ABOUT THIS TASK: Could you copy every line of the data that contains the word "Eastwood"?

STORED DATA:
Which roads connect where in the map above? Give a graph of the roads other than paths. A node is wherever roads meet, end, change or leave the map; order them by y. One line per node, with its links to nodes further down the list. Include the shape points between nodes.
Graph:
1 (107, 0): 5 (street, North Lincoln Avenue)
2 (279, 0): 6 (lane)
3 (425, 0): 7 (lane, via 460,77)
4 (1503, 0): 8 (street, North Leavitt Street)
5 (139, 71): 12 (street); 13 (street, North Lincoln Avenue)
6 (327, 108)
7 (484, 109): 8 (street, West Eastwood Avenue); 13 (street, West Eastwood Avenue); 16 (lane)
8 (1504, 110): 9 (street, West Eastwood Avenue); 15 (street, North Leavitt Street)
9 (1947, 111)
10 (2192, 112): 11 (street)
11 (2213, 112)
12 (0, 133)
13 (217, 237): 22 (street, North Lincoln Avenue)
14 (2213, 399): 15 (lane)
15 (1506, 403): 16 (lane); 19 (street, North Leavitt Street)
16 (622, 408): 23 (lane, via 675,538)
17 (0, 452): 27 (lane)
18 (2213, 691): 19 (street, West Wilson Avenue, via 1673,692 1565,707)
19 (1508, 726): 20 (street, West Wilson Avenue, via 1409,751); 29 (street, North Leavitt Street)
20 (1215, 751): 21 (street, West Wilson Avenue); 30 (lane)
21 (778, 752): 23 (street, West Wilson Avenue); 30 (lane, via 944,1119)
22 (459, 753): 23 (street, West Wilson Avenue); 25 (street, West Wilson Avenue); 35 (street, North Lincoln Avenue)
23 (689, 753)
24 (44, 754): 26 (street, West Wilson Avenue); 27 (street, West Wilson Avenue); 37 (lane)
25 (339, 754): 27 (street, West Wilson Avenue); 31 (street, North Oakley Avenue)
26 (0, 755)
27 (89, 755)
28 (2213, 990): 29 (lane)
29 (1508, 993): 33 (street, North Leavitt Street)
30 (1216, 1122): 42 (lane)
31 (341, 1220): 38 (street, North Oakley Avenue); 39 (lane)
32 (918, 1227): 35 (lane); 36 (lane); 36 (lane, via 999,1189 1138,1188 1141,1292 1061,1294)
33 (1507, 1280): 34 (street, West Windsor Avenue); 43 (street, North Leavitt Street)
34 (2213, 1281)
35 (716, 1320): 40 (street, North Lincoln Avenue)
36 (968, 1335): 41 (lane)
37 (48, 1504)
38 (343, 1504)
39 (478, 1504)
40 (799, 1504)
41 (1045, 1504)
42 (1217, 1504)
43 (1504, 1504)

WRITTEN ANSWER:
7 (484, 109): 8 (street, West Eastwood Avenue); 13 (street, West Eastwood Avenue); 16 (lane)
8 (1504, 110): 9 (street, West Eastwood Avenue); 15 (street, North Leavitt Street)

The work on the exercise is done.